The U.N. envoy for Libya on Feb. 28 denounced the near breakdown of a fragile truce between the country's warring sides, citing a "serious violation" over the last 24 hours attacks on the capital including an early morning shelling of Tripoli's airport.

Ghassan Salame, hosting diplomatic talks in Geneva, also exposed a rift within delegations representing Libya's internationally recognized government in Tripoli and the eastern-based government allied with ex-general Khalifa Haftar.

Salame has been mediating three-tiered talks on economic, political and military tracks since an agreement to launch them last month, hoping to end violence and troubles in Libya since the fall of Moammar Gadhafi in 2011.

"The country, in the past 24 hours, has witnessed a very serious violation of the truce," Salame told reporters after political talks at United Nations offices. "In fact, it could have been almost the breakdown of that truce."

Salame said "many areas" of the capital were shelled. "It is clear that neither one of the three tracks can move positively, when the cannon is doing what it is doing right now."

In April, Haftar's forces, which control much of the east, launched an offensive to wrest control of the capital from the U.N.-backed government.

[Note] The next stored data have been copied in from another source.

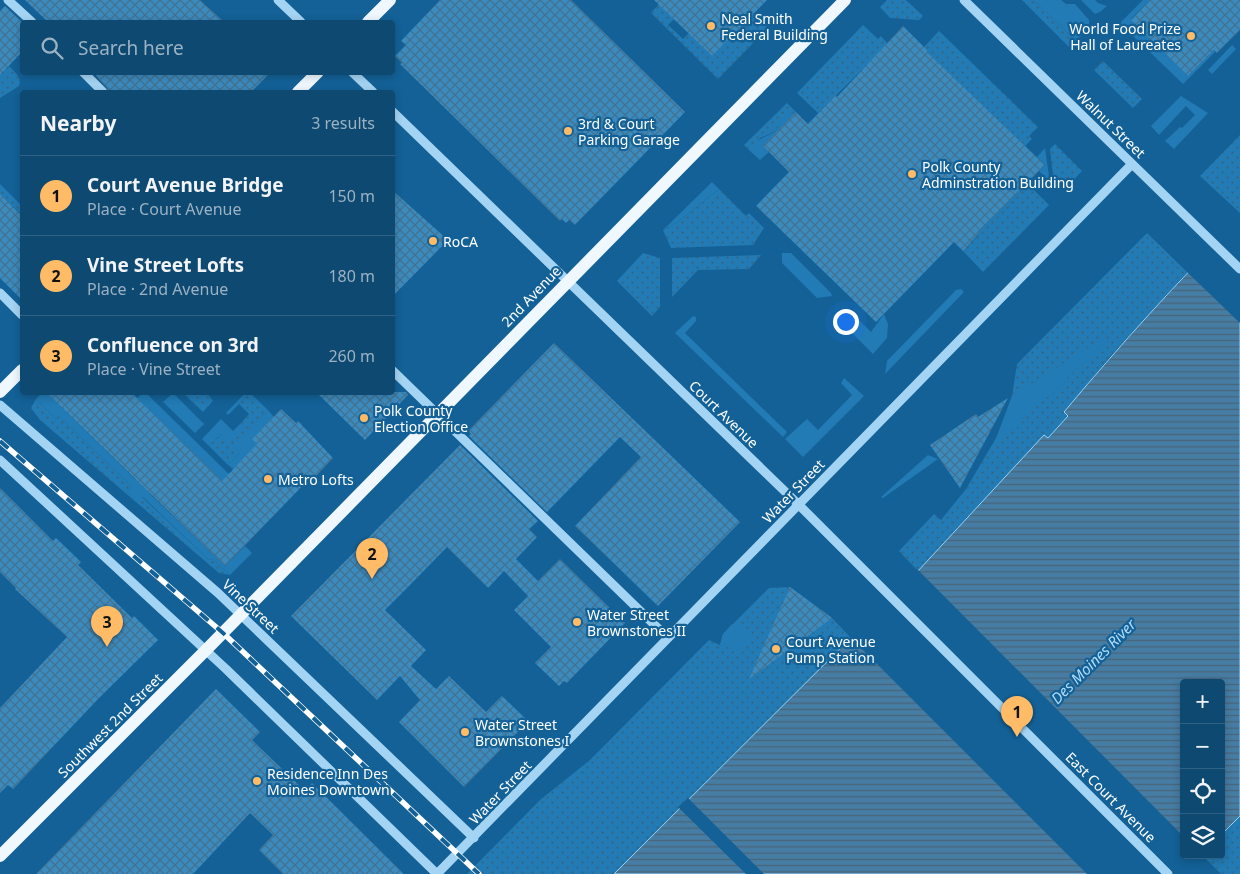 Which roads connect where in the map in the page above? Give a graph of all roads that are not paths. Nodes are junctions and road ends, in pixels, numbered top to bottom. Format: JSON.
{"nodes":[{"id":1,"x":8,"y":0,"type":"edge"},
{"id":2,"x":278,"y":0,"type":"edge"},
{"id":3,"x":390,"y":0,"type":"edge"},
{"id":4,"x":845,"y":0,"type":"edge"},
{"id":5,"x":964,"y":0,"type":"edge"},
{"id":6,"x":30,"y":20,"type":"edge"},
{"id":7,"x":299,"y":20,"type":"edge"},
{"id":8,"x":370,"y":20,"type":"edge"},
{"id":9,"x":86,"y":75,"type":"edge"},
{"id":10,"x":315,"y":75,"type":"edge"},
{"id":11,"x":355,"y":75,"type":"edge"},
{"id":12,"x":101,"y":90,"type":"edge"},
{"id":13,"x":300,"y":90,"type":"edge"},
{"id":14,"x":371,"y":90,"type":"edge"},
{"id":15,"x":395,"y":114,"type":"edge"},
{"id":16,"x":1132,"y":164,"type":"junction"},
{"id":17,"x":1240,"y":269,"type":"edge"},
{"id":18,"x":567,"y":281,"type":"junction"},
{"id":19,"x":0,"y":293,"type":"edge"},
{"id":20,"x":20,"y":313,"type":"edge"},
{"id":21,"x":20,"y":372,"type":"edge"},
{"id":22,"x":395,"y":373,"type":"edge"},
{"id":23,"x":0,"y":392,"type":"edge"},
{"id":24,"x":0,"y":405,"type":"edge"},
{"id":25,"x":439,"y":414,"type":"junction"},
{"id":26,"x":0,"y":460,"type":"edge"},
{"id":27,"x":799,"y":505,"type":"junction"},
{"id":28,"x":240,"y":614,"type":"junction"},
{"id":29,"x":668,"y":638,"type":"junction"},
{"id":30,"x":206,"y":650,"type":"junction"},
{"id":31,"x":1034,"y":740,"type":"joint"},
{"id":32,"x":474,"y":838,"type":"junction"},
{"id":33,"x":0,"y":856,"type":"edge"},
{"id":34,"x":437,"y":874,"type":"edge"},
{"id":35,"x":1168,"y":874,"type":"edge"}],
"edges":[{"from":1,"to":6,"type":"street"},
{"from":2,"to":7,"type":"street"},
{"from":3,"to":8,"type":"main road"},
{"from":4,"to":18,"type":"main road","name":"2nd Avenue"},
{"from":5,"to":16,"type":"street","name":"Walnut Street"},
{"from":9,"to":12,"type":"street"},
{"from":10,"to":13,"type":"main road"},
{"from":11,"to":14,"type":"street"},
{"from":15,"to":18,"type":"street","name":"Court Avenue"},
{"from":16,"to":17,"type":"street","name":"Walnut Street"},
{"from":16,"to":27,"type":"street","name":"Water Street"},
{"from":18,"to":25,"type":"main road","name":"2nd Avenue"},
{"from":18,"to":27,"type":"street","name":"Court Avenue"},
{"from":19,"to":20,"type":"street"},
{"from":21,"to":23,"type":"main road"},
{"from":22,"to":25,"type":"street"},
{"from":24,"to":28,"type":"street","name":"Vine Street"},
{"from":25,"to":28,"type":"main road","name":"2nd Avenue"},
{"from":25,"to":29,"type":"street"},
{"from":26,"to":30,"type":"street"},
{"from":27,"to":29,"type":"street","name":"Water Street"},
{"from":27,"to":31,"type":"street","name":"Court Avenue"},
{"from":28,"to":30,"type":"main road","name":"Southwest 2nd Street"},
{"from":28,"to":32,"type":"street","name":"Vine Street"},
{"from":29,"to":32,"type":"street","name":"Water Street"},
{"from":30,"to":33,"type":"main road","name":"Southwest 2nd Street"},
{"from":30,"to":34,"type":"street"},
{"from":31,"to":35,"type":"street","name":"East Court Avenue"},
{"from":32,"to":34,"type":"street","name":"Water Street"}]}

The march on Tripoli resulted in a military stalemate and hundreds of civilian casualties.

Earlier on Feb. 28, a senior health official in the Tripoli-based government told The Associated Press that Haftar's forces had shelled the capital with at least 40 rockets since dawn.

Some rockets hit Mitiga airport, sparking a fire that forced authorities to close the city's only functioning airport, said Amin al-Hashemi, the Health Ministry spokesman. He said the shelling brought down several houses that had been evacuated earlier.

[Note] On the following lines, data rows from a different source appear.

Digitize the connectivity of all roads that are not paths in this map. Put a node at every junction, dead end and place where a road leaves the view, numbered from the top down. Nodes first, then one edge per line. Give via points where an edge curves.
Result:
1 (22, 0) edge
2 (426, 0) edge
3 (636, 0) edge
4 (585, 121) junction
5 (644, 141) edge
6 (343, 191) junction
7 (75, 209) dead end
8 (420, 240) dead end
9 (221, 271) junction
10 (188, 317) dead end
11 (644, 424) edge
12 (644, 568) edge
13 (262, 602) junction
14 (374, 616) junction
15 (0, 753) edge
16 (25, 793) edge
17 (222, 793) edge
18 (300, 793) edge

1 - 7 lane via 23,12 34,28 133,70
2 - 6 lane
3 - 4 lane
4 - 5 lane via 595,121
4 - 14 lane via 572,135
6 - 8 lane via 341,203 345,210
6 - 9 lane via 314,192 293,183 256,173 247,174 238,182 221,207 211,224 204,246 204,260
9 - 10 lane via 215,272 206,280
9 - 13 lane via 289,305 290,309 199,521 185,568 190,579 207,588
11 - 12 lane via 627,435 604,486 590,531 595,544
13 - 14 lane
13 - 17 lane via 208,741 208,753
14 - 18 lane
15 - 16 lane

The shelling of the capital comes against the backdrop of strained U.N.-mediated political talks in Geneva that kicked off earlier this week. Salame said he was planning to continue talks next month, nevertheless.

He said Khaled al-Meshri, speaker of the High State Council, the Tripoli-based parliament, first called for a delay in political talks that started this week, then a boycott of them.

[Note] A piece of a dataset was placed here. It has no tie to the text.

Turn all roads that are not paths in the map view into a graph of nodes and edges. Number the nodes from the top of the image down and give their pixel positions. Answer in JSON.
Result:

"The speaker of the house of the High State Council has asked for a [delay] of the talks, but everybody was here, and I thought his request came too late for that," he said.

The council speaker also added "new conditions" on the talks, Salame said, decrying the "procrastination of the cynics."

Salame complained that six of the 13-member delegation representing the east-based parliament, known as the House of Representatives, withdrew from the talks.

"Those who left were from both sides," he said.

Power in Libya is divided between two rival governments, one each in the east and west of the country, and a patchwork of armed groups that support either administration.

Haftar's army, the self-styled Libyan Arab Armed Forces, has the backing of countries like Egypt, the United Arab Emirates, France and Russia, while the government in Tripoli has the support of Turkey and Italy.